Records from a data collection
==*==

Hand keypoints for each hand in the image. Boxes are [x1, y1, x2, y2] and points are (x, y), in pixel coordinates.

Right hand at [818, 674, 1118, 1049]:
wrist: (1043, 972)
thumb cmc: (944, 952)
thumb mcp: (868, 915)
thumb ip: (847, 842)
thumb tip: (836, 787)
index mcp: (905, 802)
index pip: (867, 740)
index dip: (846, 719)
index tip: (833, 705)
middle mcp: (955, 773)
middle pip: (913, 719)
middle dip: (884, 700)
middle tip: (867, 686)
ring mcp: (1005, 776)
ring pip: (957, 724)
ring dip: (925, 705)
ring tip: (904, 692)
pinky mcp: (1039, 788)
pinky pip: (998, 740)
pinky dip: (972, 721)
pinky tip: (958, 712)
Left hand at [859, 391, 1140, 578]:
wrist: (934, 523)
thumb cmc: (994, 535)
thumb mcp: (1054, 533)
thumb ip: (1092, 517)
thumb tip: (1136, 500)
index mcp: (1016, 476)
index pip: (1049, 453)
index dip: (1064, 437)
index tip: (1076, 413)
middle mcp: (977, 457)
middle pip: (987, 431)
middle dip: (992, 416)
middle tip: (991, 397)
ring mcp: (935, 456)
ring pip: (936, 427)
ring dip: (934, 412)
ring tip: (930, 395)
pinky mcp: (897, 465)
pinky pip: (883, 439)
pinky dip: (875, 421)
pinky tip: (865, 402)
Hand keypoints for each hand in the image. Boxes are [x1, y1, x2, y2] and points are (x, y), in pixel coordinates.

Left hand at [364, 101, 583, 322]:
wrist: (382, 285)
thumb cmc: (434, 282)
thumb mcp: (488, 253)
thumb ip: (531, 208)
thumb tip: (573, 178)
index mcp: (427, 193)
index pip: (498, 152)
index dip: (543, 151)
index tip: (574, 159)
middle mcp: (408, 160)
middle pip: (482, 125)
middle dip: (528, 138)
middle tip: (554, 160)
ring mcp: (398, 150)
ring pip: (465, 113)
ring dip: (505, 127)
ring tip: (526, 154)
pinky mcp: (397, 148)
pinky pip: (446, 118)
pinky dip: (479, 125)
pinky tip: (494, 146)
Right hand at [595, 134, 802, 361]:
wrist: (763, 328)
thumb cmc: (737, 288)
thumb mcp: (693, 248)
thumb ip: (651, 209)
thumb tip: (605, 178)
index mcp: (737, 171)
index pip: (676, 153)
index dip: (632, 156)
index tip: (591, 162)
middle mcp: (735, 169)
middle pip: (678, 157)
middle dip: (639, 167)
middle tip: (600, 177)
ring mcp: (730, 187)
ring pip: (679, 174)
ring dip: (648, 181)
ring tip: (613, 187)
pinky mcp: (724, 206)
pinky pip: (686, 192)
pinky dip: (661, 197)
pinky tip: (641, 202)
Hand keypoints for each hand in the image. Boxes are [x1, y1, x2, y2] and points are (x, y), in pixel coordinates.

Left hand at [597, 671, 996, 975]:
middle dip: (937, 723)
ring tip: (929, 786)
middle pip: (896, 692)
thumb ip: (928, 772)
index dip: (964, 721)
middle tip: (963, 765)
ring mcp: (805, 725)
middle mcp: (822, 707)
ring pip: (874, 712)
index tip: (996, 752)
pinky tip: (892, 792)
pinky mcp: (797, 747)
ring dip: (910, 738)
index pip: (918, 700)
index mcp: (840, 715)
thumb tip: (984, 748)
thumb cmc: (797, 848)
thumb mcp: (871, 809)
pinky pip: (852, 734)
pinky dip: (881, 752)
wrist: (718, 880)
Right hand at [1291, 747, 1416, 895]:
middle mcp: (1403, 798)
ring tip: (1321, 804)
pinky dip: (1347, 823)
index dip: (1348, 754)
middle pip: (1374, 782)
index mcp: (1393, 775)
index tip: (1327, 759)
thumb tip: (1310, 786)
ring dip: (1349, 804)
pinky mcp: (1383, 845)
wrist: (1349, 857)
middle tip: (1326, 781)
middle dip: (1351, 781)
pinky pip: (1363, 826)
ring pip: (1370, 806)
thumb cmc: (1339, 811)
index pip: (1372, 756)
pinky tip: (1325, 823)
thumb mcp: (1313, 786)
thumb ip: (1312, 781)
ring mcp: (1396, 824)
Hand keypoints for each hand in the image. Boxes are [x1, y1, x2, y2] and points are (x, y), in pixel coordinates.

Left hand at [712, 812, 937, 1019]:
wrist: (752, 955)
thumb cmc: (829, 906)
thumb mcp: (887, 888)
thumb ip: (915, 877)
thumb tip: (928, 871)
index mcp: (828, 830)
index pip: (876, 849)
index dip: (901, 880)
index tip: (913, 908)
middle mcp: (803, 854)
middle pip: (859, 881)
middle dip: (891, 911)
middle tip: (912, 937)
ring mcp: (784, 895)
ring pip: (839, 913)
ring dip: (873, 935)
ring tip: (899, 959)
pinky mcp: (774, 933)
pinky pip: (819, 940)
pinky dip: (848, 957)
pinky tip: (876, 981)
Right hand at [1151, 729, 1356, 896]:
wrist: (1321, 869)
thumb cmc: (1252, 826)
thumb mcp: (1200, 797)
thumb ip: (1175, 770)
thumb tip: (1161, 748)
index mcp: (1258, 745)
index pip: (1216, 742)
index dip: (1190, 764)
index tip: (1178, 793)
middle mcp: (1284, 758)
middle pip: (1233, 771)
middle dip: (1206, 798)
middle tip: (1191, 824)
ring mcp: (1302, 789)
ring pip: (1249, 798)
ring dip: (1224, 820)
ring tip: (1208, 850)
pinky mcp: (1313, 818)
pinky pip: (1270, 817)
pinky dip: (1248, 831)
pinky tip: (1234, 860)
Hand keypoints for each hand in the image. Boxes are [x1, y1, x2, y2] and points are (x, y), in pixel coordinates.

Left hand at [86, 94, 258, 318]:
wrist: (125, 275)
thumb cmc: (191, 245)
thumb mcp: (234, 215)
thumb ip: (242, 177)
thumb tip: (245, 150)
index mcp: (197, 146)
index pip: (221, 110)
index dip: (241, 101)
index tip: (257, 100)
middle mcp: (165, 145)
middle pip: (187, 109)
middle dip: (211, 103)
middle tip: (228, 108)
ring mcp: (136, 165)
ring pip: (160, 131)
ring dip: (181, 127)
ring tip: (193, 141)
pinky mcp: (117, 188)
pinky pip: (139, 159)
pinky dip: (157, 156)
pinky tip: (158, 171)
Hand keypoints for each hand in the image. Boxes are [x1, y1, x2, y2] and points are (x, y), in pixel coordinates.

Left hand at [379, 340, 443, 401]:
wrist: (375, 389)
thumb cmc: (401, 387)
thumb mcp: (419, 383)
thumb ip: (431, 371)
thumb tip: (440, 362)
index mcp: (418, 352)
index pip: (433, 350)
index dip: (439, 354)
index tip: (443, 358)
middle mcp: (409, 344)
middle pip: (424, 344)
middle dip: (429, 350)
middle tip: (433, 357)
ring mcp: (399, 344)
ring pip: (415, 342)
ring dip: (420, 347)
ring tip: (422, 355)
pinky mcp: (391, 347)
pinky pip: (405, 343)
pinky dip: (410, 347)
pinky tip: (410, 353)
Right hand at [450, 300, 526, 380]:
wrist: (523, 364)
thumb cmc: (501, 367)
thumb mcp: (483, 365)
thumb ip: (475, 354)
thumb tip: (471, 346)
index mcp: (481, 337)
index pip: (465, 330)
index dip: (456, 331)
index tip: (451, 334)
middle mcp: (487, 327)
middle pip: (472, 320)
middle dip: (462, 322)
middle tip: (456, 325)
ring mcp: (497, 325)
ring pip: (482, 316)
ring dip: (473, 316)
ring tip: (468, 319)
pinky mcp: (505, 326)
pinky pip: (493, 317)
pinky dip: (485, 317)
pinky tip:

==*==

Look back at the data above. Transcribe exactly the lines starting at the line that contains "pinky tip: (1234, 860)" and ending at the line that contains "thumb ip: (431, 371)".

- Exercise output -
pinky tip: (1234, 860)
Hand keypoints for each hand in the image. Boxes are [x1, y1, x2, y2] and points are (x, y), in pixel coordinates.

Left hand at [86, 94, 258, 318]:
wrist: (125, 275)
thumb cmc: (191, 245)
thumb mcp: (234, 215)
thumb ip: (242, 177)
thumb tip: (245, 150)
index mcp: (197, 146)
index pip: (221, 110)
index dip: (241, 101)
index tip: (257, 100)
middle mcp: (165, 145)
middle pip: (187, 109)
middle dip: (211, 103)
middle tip: (228, 108)
ring mcp: (136, 165)
ring pip: (160, 131)
ring dip: (181, 127)
ring tip: (193, 141)
pinky mcp: (117, 188)
pinky pip: (139, 159)
pinky dip: (157, 156)
pinky tip: (158, 171)
Hand keypoints for each hand in the image. Boxes are [x1, y1, x2, y2] and points are (x, y), in pixel coordinates.

Left hand at [379, 340, 443, 401]:
wrist: (375, 389)
thumb cmc: (401, 387)
thumb mcp: (419, 383)
thumb ip: (431, 371)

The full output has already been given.